Aber gottseidank, auch Musicals – Pardon, Rock-Opern! – können neu interpretiert werden. Die Band im Deutschen Theater spielt rockiger als ihre Ahnen, und als Soundtrack einer mit Tempo erzählten Geschichte ist die alte Platte ganz ausgezeichnet.

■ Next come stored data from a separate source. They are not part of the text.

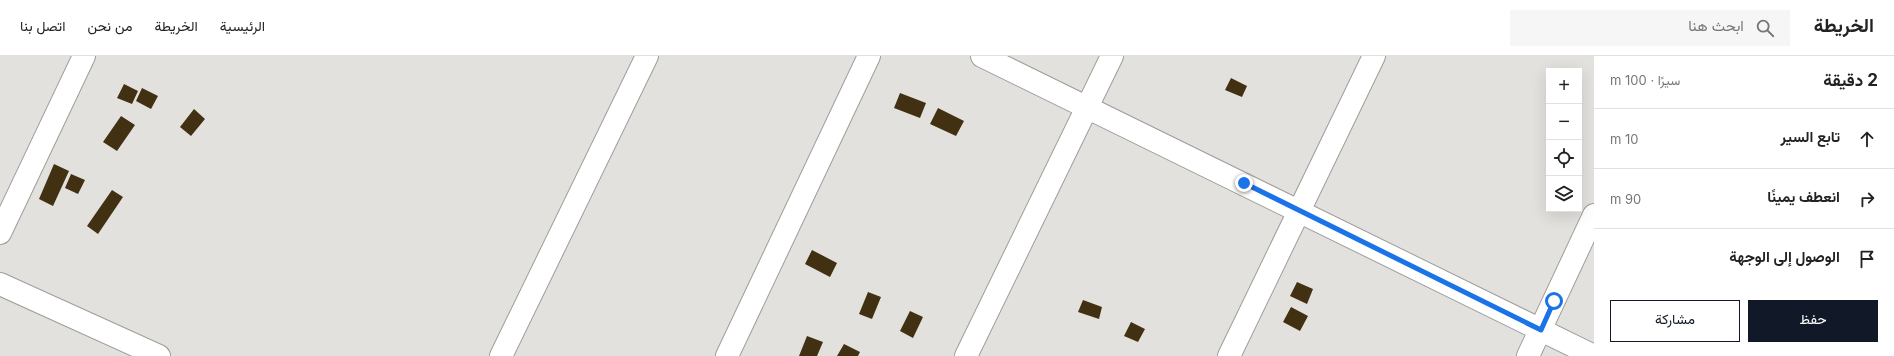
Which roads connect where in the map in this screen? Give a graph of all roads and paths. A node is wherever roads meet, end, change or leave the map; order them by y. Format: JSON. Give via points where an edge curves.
{"nodes":[{"id":1,"x":84,"y":56,"type":"edge"},
{"id":2,"x":647,"y":56,"type":"edge"},
{"id":3,"x":869,"y":56,"type":"edge"},
{"id":4,"x":982,"y":56,"type":"edge"},
{"id":5,"x":1112,"y":56,"type":"edge"},
{"id":6,"x":1374,"y":56,"type":"edge"},
{"id":7,"x":1087,"y":107,"type":"junction"},
{"id":8,"x":1300,"y":211,"type":"junction"},
{"id":9,"x":1594,"y":215,"type":"edge"},
{"id":10,"x":0,"y":233,"type":"edge"},
{"id":11,"x":0,"y":284,"type":"edge"},
{"id":12,"x":1541,"y":330,"type":"junction"},
{"id":13,"x":159,"y":356,"type":"edge"},
{"id":14,"x":501,"y":356,"type":"edge"},
{"id":15,"x":727,"y":356,"type":"edge"},
{"id":16,"x":966,"y":356,"type":"edge"},
{"id":17,"x":1229,"y":356,"type":"edge"},
{"id":18,"x":1528,"y":356,"type":"edge"},
{"id":19,"x":1594,"y":356,"type":"edge"}],
"edges":[{"from":1,"to":10,"type":"street"},
{"from":2,"to":14,"type":"street"},
{"from":3,"to":15,"type":"street"},
{"from":4,"to":7,"type":"street"},
{"from":5,"to":7,"type":"street"},
{"from":6,"to":8,"type":"street"},
{"from":7,"to":8,"type":"street"},
{"from":7,"to":16,"type":"street"},
{"from":8,"to":12,"type":"street"},
{"from":8,"to":17,"type":"street"},
{"from":9,"to":12,"type":"street"},
{"from":11,"to":13,"type":"street"},
{"from":12,"to":18,"type":"street"},
{"from":12,"to":19,"type":"street"}]}
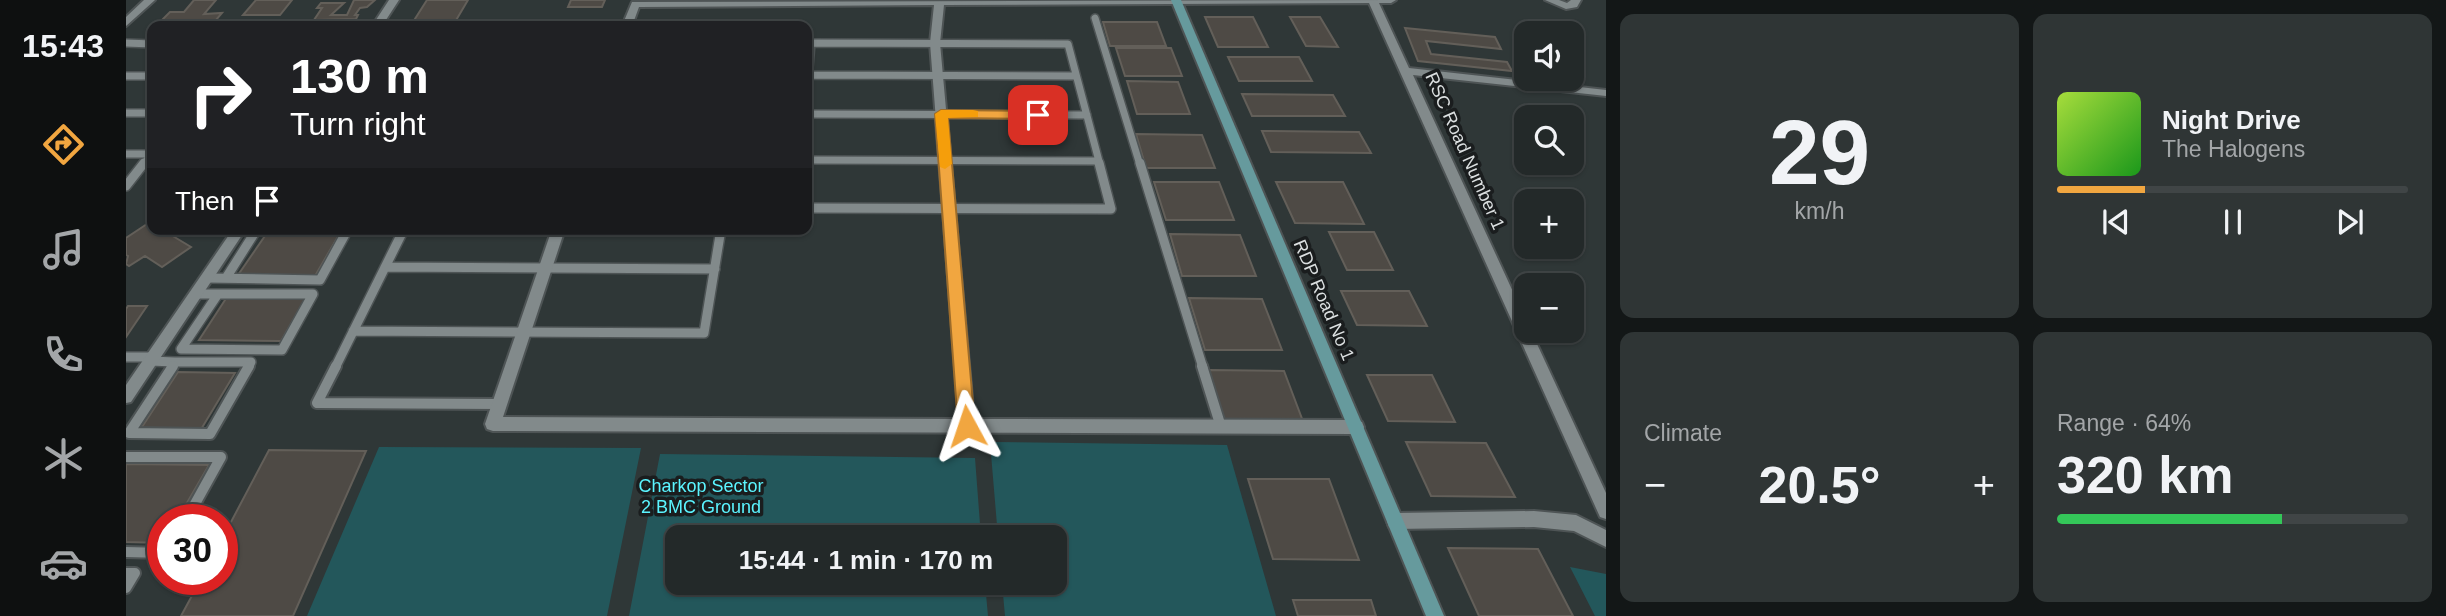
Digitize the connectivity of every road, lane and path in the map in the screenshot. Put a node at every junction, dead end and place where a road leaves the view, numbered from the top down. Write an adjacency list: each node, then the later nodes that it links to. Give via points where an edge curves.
1 (150, 0): 17 (street)
2 (394, 0): 15 (street)
3 (1373, 0): 4 (street); 9 (street); 22 (street, RSC Road Number 1)
4 (1391, 0)
5 (1550, 0): 6 (street, via 1566,6)
6 (1576, 0)
7 (939, 1): 8 (street); 13 (street); 20 (street)
8 (989, 1): 9 (street)
9 (1177, 1): 65 (street, RDP Road No 1)
10 (705, 2): 11 (street); 16 (street, via 635,4)
11 (765, 2): 12 (street)
12 (822, 2): 13 (street)
13 (876, 2)
14 (1095, 18): 64 (lane)
15 (380, 21)
16 (629, 21)
17 (126, 23)
18 (126, 43): 21 (lane)
19 (812, 43): 20 (lane)
20 (935, 43): 24 (street); 25 (lane, via 1068,44)
21 (147, 44)
22 (1405, 71): 28 (street); 68 (street, RSC Road Number 1)
23 (812, 75): 24 (lane)
24 (938, 75): 25 (lane); 32 (street)
25 (1076, 75): 33 (lane)
26 (126, 76): 27 (lane)
27 (147, 76)
28 (1606, 93)
29 (126, 113): 30 (lane)
30 (147, 113)
31 (812, 114): 32 (lane)
32 (941, 114): 33 (lane); 38 (street)
33 (1087, 115): 39 (lane)
34 (126, 154): 35 (lane)
35 (147, 154)
36 (147, 160): 40 (lane)
37 (812, 160): 38 (lane)
38 (945, 160): 39 (lane); 42 (street)
39 (1099, 161): 42 (lane, via 1111,209)
40 (126, 186)
41 (812, 208): 42 (lane)
42 (949, 208): 63 (street)
43 (236, 235): 52 (street)
44 (253, 235): 53 (lane)
45 (345, 235): 53 (lane, via 320,280)
46 (401, 235): 49 (lane)
47 (557, 235): 50 (street)
48 (720, 235): 51 (lane)
49 (384, 267): 50 (lane); 56 (lane)
50 (545, 268): 51 (lane); 57 (street)
51 (715, 269): 57 (lane, via 704,332)
52 (207, 278): 53 (lane); 54 (street)
53 (226, 278)
54 (196, 294): 55 (lane); 59 (street)
55 (218, 294): 55 (lane, via 181,349 282,350 313,294)
56 (353, 331): 57 (lane); 62 (lane, via 317,403)
57 (524, 332): 62 (street)
58 (126, 357): 59 (lane)
59 (152, 359): 60 (lane); 61 (street)
60 (175, 362): 60 (lane, via 149,403 129,433 210,434 251,362)
61 (126, 397)
62 (500, 404): 63 (street, via 493,424)
63 (967, 426): 64 (street)
64 (1221, 427): 65 (street)
65 (1356, 427): 69 (street, RDP Road No 1)
66 (126, 457): 67 (lane, via 221,457)
67 (195, 504)
68 (1606, 511)
69 (1395, 521): 70 (street, via 1534,519 1576,523); 75 (street, RDP Road No 1)
70 (1606, 539)
71 (126, 552): 72 (lane)
72 (147, 553)
73 (126, 573): 74 (lane, via 135,573)
74 (126, 588)
75 (1435, 616)

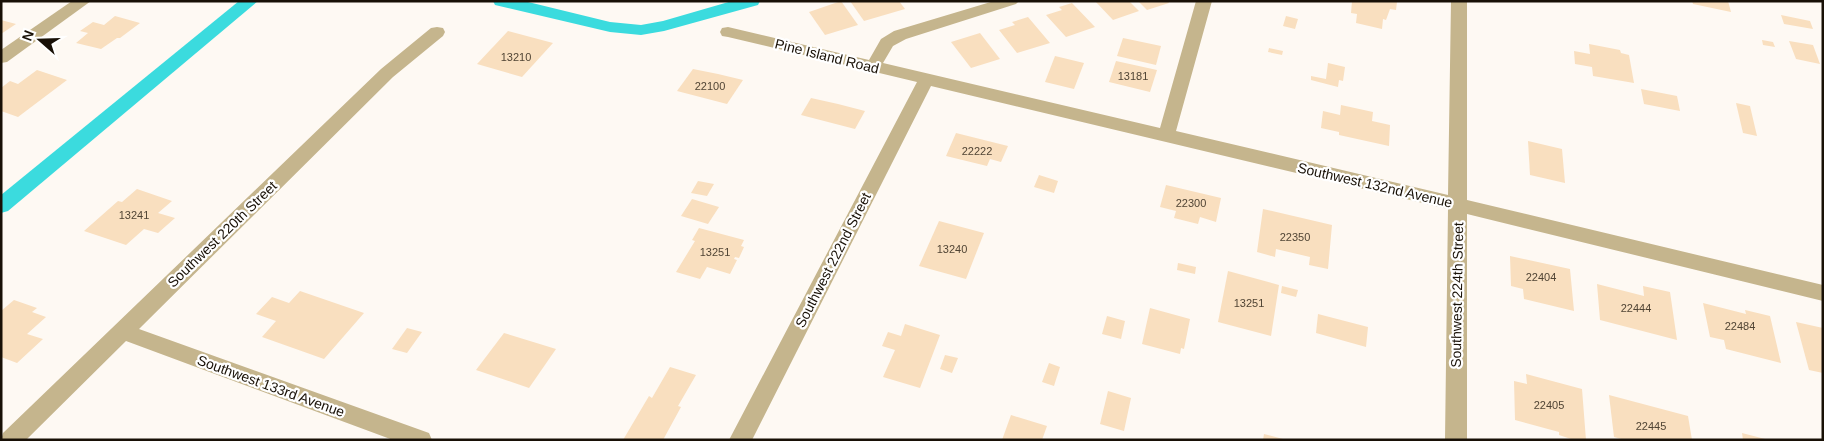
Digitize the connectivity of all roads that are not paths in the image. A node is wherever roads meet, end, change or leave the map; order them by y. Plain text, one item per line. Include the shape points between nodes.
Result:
1 (82, 1) edge
2 (1011, 1) edge
3 (1204, 1) edge
4 (1460, 1) edge
5 (437, 32) dead end
6 (728, 32) dead end
7 (1, 58) edge
8 (873, 67) junction
9 (926, 80) junction
10 (1166, 136) junction
11 (1458, 204) junction
12 (1823, 293) edge
13 (121, 332) junction
14 (1457, 439) edge
15 (11, 440) edge
16 (421, 440) edge
17 (740, 440) edge

1 - 7 street
2 - 8 street via 900,34 887,43
3 - 10 street
4 - 11 street, Southwest 224th Street
5 - 13 street, Southwest 220th Street via 387,73
6 - 8 street, Pine Island Road
8 - 9 street, Pine Island Road
9 - 10 street, Southwest 132nd Avenue
9 - 17 street, Southwest 222nd Street
10 - 11 street, Southwest 132nd Avenue
11 - 12 street, Southwest 132nd Avenue
11 - 14 street, Southwest 224th Street
13 - 15 street, Southwest 220th Street
13 - 16 street, Southwest 133rd Avenue

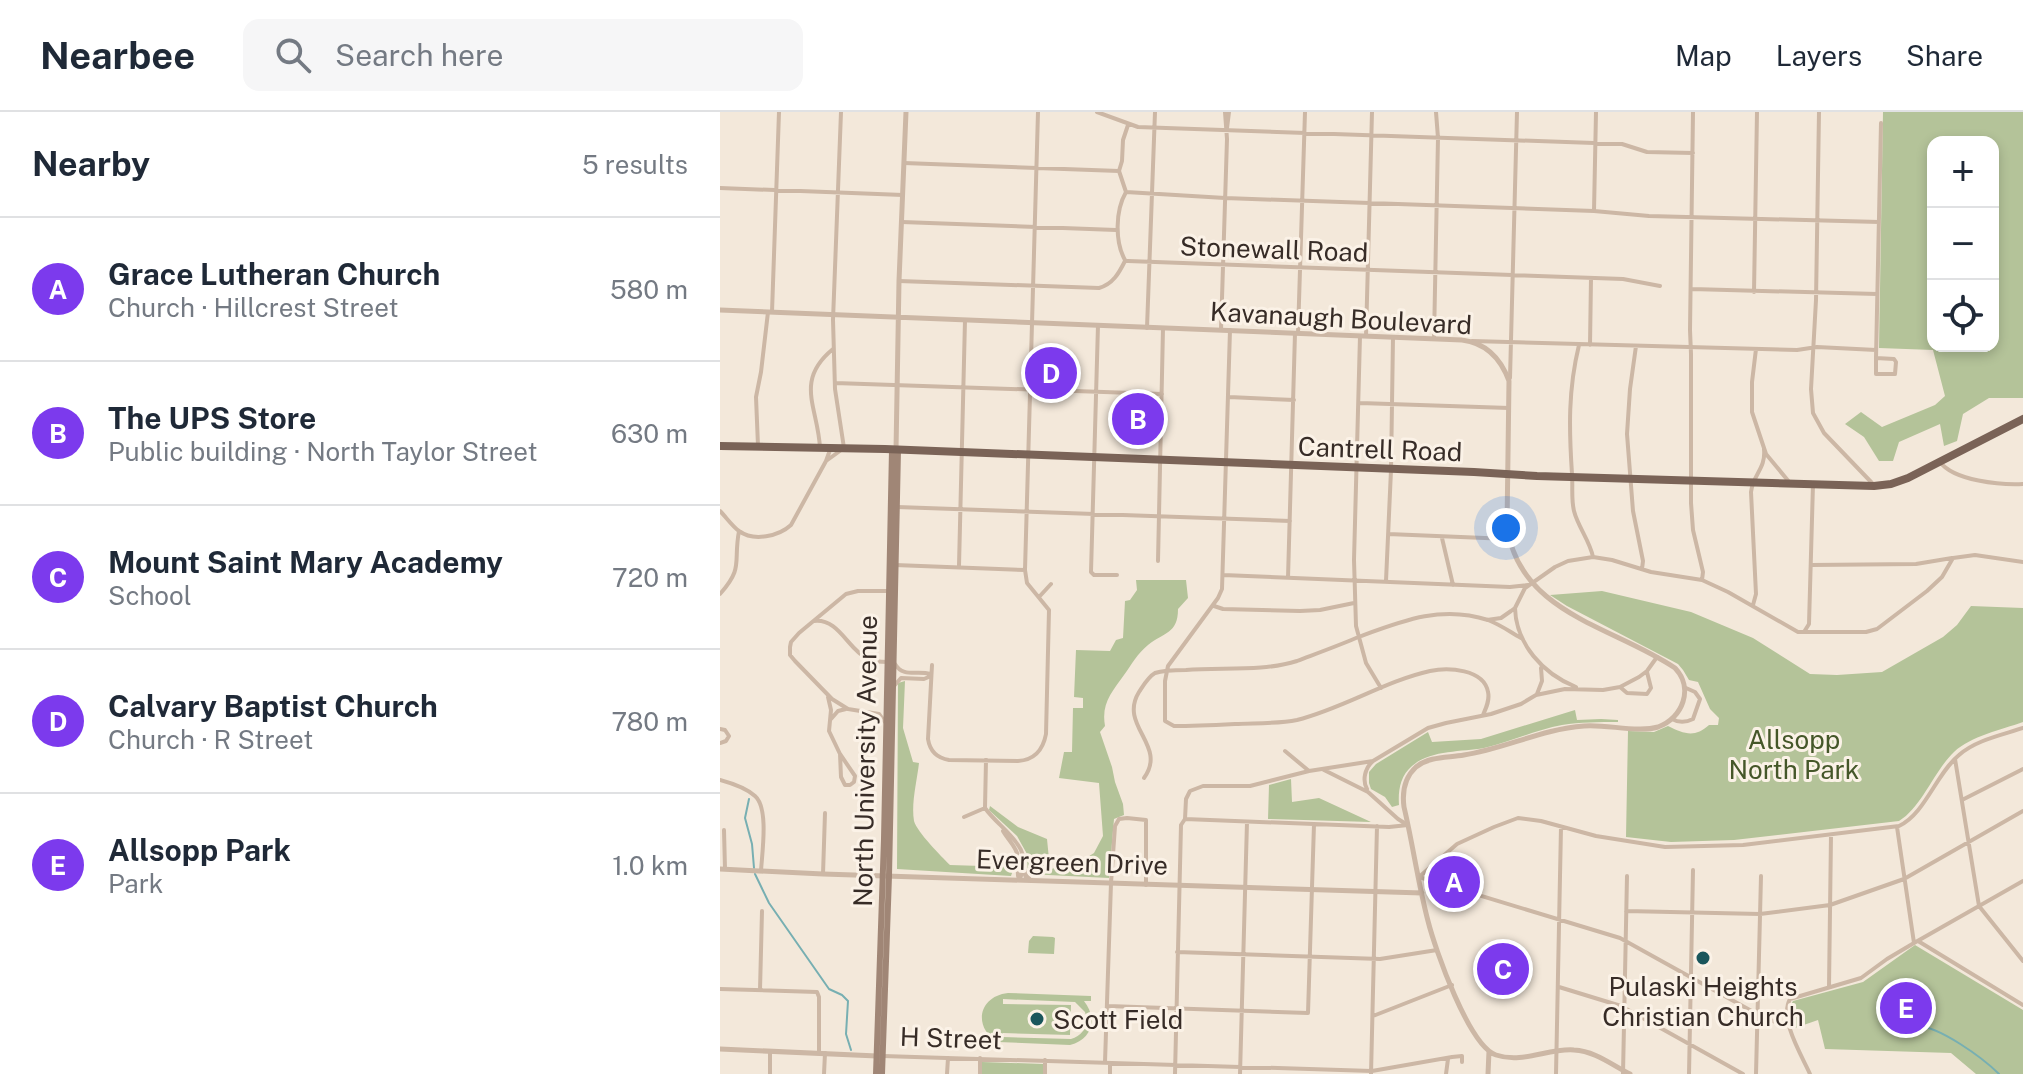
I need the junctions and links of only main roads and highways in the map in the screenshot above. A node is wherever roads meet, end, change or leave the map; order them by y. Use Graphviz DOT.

Die Inszenierung von Ryan McBryde beginnt mit ein wenig Geschichtsnachhilfe zu deutschen Luftangriffen auf London und der tristen Wirklichkeit bei den britischen Weltkriegssiegern nach 1945. Die Handlung wäre noch gegenwärtiger, wenn man Tommys Vater zu einem Afghanistan-Heimkehrer modernisiert hätte. Aber die Grundfrage der Oper „Wie bringt man ein gestörtes Kind zum Funktionieren” dürfte ein noch viel zäheres Leben haben als der Rock der späten Sechziger.

Die Bühne verwandelt sich mit der Hilfe von ein paar Requisiten rasend schnell vom Wohnzimmer über ein Krankenhaus in eine Flipperhalle. Leo Miles (Tommy) hat eine helle, scharf-nervöse Stimme, die bestens zur neurotischen Figur passt. Seine starken Mitstreiter singen und tanzen um ihr Leben. Das reißt mit.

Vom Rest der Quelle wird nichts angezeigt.